Sources may mention the influential or favourite works of famous persons and comment on how strong each of these was as an influence. But they almost never provide any ranking or indications of relative importance for a specific famous person. Consequently, all rankings and parameters of relative strengths originate from editorial decisions made by Infloox or its contributors, not from the sources themselves. This means that any underestimation (or overestimation) of the influence of a work on a famous person should not, therefore, be attributed to a source, but rather to Infloox.

Suitable for children

This is a way of qualifying specific works. By children, we refer to young people roughly between the ages of 5 and 12. By suitable, we do not mean that a particular work is “for children only.” We recognize that some children's books are read or re-read by adults, and that conversely some books normally written for adults are widely read by children (possibly making them classics of children literature in their own rights). By suitable, therefore, we mean a work that can be read by (or at least appear in the collection of) a person younger than a teenager.

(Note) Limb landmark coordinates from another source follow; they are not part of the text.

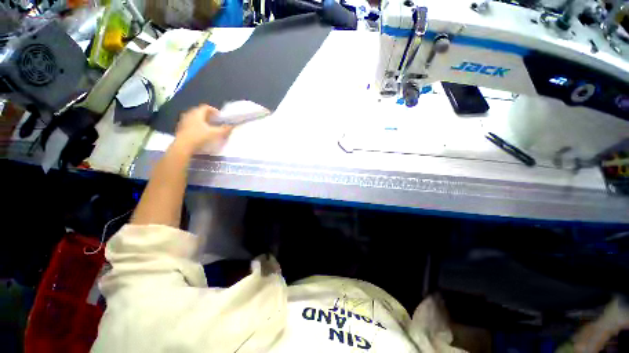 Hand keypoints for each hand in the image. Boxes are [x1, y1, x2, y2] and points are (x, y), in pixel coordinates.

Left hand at [174, 104, 232, 153]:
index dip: (214, 110)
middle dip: (208, 115)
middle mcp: (189, 114)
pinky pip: (190, 123)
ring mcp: (184, 121)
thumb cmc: (199, 137)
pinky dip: (196, 125)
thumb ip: (224, 129)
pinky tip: (201, 132)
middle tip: (215, 121)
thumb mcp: (214, 133)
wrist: (183, 146)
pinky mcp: (181, 128)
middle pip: (200, 111)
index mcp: (197, 113)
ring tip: (208, 127)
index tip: (220, 116)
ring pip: (194, 117)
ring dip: (202, 120)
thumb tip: (232, 126)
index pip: (206, 107)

Infloox exercised summary precautions to ensure that works labeled in such a way indeed reflect suitability for children between roughly the ages of 5 and 12. Unfortunately, errors and omissions in the research, in the editorial decisions, and in data inputting may happen. Infloox does not accept any responsibility as to the appropriateness of a specific work for a specific child. The final decision to give a work to a child should rest solely on the discretion of this child's parents or legal guardians.

Technical influence
We call technical influence an influence by a work that normally presupposes a certain specific technical knowledge (such as applied sciences, mathematics, philosophy, intricate musical analysis, etc.). Conversely, influences that do not have this qualifier are of general interest; they are accessible, and comparatively more interesting, to a typical user; these works, of general interest, represent the vast majority of titles contained in this website and would typically include novels, history books, mainstream movies, etc.
Voracious reader

This indicates whether or not a particular famous person is an avid reader.

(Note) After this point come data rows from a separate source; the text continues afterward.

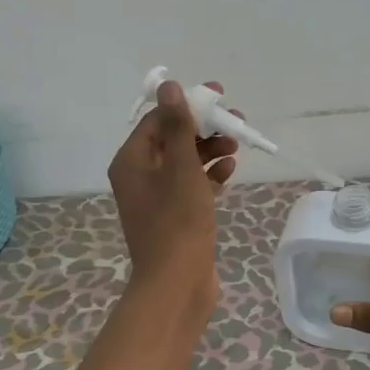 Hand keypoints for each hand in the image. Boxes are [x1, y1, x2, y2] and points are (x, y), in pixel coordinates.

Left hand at [107, 78, 238, 321]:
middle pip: (171, 139)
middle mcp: (139, 176)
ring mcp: (157, 198)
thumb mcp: (181, 168)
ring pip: (184, 161)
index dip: (187, 105)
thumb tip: (168, 86)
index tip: (219, 97)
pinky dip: (209, 175)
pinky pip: (191, 184)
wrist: (176, 283)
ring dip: (210, 150)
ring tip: (237, 145)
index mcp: (131, 161)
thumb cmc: (177, 222)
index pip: (158, 120)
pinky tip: (229, 170)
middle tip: (235, 120)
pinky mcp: (175, 215)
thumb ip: (177, 127)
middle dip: (203, 128)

For some people, books are a way of life. They read continually and attribute to books generally a great part of their personal development: social, intellectual, spiritual, even worldly and commercial. Other people, equally intellectually intense, do not have an equally special relationship with books: their way of learning is more empirical, they function by trial-and-error and are influenced by real-world events, instead of ideas expressed in books. This second category of people nonetheless havefavourite” books, which is why their reading preferences can (and should) be integrated and harmonized with the rest of the other famous people contained in this website.

It seems to us that such different attitudes with respect to books is important. These determine the impact that a book or an author has on an individual. Therefore, we chose to highlight whether each person contained in our website is a voracious reader or not. This extra parameter not only improves the characterization of the famous persons but also increases the depth and precision of the search options offered on this website.

Weight of the influence

The image of the traditional grocery-store scale allows you quickly to see to what extent a work or author is a favourite, or influential, for a particular famous person. The more bananas on the scale, the greater the weight of the influence. Some books were merely “read,” perhaps distractedly so during a vacation at a sea resort, or maybe “studied” or memorized during high-school days. Or perhaps still some books were life-changing (or, so to speak, “dominant”) for a specific famous person, in which case the scale shows the highest possible weight. The category of so-called “favourite” works is depicted as being somewhere in-between these two earlier extreme cases, and is therefore illustrated by a middle weight resting on the scale.